▸ **What is needed**: Find out how many lines in the records have the string "then" in them, and state only that number.
═════ Dataset excerpts ═════
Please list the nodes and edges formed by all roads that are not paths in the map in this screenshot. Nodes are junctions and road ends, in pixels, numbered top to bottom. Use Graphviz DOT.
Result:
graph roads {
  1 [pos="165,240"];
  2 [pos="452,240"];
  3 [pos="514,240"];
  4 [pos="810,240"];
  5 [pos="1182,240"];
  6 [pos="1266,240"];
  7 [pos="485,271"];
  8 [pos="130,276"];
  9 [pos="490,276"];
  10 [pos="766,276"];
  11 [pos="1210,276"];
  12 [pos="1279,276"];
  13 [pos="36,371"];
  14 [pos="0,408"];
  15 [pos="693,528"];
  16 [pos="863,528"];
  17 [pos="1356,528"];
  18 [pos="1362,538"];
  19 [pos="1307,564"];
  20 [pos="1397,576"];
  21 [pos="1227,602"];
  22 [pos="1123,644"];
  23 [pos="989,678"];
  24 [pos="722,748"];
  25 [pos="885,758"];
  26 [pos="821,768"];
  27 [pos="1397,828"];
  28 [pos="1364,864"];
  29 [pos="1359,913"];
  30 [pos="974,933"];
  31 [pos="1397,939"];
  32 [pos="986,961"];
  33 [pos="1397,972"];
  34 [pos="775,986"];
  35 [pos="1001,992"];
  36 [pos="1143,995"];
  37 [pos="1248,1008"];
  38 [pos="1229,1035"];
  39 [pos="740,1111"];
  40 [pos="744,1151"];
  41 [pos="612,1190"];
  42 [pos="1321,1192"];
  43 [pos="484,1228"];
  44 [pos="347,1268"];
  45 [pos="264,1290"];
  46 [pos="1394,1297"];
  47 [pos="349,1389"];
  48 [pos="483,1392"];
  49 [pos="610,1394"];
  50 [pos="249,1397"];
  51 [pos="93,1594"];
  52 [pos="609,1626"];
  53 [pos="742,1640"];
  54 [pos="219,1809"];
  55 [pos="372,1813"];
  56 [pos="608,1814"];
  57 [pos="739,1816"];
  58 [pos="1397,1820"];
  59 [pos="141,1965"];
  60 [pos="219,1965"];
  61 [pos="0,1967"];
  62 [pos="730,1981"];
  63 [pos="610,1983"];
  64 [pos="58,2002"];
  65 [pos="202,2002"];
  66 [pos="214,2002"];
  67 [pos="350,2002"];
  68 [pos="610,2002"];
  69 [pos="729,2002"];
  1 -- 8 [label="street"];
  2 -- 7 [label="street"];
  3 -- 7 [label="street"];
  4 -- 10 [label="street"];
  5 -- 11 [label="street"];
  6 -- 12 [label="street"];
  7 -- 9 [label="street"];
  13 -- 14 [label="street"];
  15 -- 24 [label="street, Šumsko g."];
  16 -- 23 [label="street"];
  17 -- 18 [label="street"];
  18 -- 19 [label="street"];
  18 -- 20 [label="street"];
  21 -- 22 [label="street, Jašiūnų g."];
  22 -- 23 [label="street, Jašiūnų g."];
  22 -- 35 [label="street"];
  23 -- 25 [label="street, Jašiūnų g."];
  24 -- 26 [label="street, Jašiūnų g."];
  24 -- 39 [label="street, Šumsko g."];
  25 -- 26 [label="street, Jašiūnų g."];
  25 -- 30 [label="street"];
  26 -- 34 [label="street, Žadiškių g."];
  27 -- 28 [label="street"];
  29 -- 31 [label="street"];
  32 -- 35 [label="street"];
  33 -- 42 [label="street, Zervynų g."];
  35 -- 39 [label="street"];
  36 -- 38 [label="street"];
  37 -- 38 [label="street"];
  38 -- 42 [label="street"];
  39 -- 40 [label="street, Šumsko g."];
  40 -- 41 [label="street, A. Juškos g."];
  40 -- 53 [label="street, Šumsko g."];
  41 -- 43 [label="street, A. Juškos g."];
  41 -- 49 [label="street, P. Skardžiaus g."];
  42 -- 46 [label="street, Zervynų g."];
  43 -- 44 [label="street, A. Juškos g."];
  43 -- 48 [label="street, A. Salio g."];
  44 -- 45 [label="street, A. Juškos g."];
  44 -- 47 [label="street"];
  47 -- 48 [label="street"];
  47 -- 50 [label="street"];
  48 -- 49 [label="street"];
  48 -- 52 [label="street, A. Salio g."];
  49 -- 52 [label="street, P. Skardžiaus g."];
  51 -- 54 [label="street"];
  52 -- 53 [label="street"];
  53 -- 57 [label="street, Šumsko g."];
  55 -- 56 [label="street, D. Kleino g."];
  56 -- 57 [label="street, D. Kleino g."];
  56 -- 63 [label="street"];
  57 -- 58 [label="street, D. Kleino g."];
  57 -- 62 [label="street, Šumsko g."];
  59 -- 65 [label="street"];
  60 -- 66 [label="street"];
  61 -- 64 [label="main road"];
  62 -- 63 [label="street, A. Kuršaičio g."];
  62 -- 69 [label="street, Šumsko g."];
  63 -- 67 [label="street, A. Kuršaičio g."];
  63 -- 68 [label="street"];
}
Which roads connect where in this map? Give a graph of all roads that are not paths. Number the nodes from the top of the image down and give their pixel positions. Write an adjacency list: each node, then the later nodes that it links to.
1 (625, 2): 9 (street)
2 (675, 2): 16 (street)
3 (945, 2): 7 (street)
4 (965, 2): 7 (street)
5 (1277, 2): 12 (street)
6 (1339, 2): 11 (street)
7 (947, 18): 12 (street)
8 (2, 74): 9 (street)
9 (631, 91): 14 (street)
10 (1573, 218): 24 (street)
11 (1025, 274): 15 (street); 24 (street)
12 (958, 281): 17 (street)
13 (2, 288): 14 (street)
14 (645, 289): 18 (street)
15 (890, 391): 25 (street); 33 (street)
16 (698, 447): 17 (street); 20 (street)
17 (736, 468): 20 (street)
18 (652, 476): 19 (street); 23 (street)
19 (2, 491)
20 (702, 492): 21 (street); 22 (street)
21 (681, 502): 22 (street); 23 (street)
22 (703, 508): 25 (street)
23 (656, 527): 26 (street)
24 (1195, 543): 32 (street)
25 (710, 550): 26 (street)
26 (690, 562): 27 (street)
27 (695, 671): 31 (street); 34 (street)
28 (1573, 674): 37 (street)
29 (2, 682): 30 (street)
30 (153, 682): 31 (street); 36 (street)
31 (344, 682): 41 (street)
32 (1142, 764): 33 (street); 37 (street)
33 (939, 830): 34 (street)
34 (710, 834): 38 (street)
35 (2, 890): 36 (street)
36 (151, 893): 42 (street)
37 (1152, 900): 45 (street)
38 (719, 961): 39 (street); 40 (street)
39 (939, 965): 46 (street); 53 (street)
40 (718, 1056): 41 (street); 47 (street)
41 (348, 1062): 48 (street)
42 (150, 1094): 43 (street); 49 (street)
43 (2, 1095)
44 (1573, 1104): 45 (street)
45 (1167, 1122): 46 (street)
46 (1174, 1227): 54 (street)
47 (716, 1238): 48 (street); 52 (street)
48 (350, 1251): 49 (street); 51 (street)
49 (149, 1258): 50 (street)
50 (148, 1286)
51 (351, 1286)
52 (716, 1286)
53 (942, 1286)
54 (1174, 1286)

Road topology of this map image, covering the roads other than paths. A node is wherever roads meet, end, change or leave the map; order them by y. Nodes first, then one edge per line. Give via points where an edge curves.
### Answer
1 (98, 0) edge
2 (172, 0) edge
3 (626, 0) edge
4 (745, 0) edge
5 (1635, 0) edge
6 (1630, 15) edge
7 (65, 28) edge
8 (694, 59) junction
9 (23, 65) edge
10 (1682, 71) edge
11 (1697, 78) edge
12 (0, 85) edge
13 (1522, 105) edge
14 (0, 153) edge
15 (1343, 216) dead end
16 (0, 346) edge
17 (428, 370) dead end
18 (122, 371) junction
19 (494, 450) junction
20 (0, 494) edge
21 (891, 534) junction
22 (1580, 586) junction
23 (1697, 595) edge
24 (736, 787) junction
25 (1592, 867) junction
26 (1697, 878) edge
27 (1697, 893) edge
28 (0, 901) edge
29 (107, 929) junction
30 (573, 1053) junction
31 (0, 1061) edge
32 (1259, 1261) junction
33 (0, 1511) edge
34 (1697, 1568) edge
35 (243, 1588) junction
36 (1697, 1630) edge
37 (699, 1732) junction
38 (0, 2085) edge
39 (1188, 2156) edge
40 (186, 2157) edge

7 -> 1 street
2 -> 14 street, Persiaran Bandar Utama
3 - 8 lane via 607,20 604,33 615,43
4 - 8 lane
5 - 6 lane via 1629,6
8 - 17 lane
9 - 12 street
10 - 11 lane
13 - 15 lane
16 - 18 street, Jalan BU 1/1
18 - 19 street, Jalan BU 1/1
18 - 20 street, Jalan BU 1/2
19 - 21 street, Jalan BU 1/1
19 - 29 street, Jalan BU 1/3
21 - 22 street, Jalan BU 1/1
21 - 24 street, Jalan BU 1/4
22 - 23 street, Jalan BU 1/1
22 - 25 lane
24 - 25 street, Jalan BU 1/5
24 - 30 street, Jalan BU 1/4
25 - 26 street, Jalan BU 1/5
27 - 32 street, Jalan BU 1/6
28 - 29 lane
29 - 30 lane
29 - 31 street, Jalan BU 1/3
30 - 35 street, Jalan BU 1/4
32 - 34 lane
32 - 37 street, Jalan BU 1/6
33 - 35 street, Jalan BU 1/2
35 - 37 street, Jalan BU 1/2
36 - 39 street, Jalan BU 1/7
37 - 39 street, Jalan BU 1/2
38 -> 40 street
═════
▸ **Result of this exercise**: 2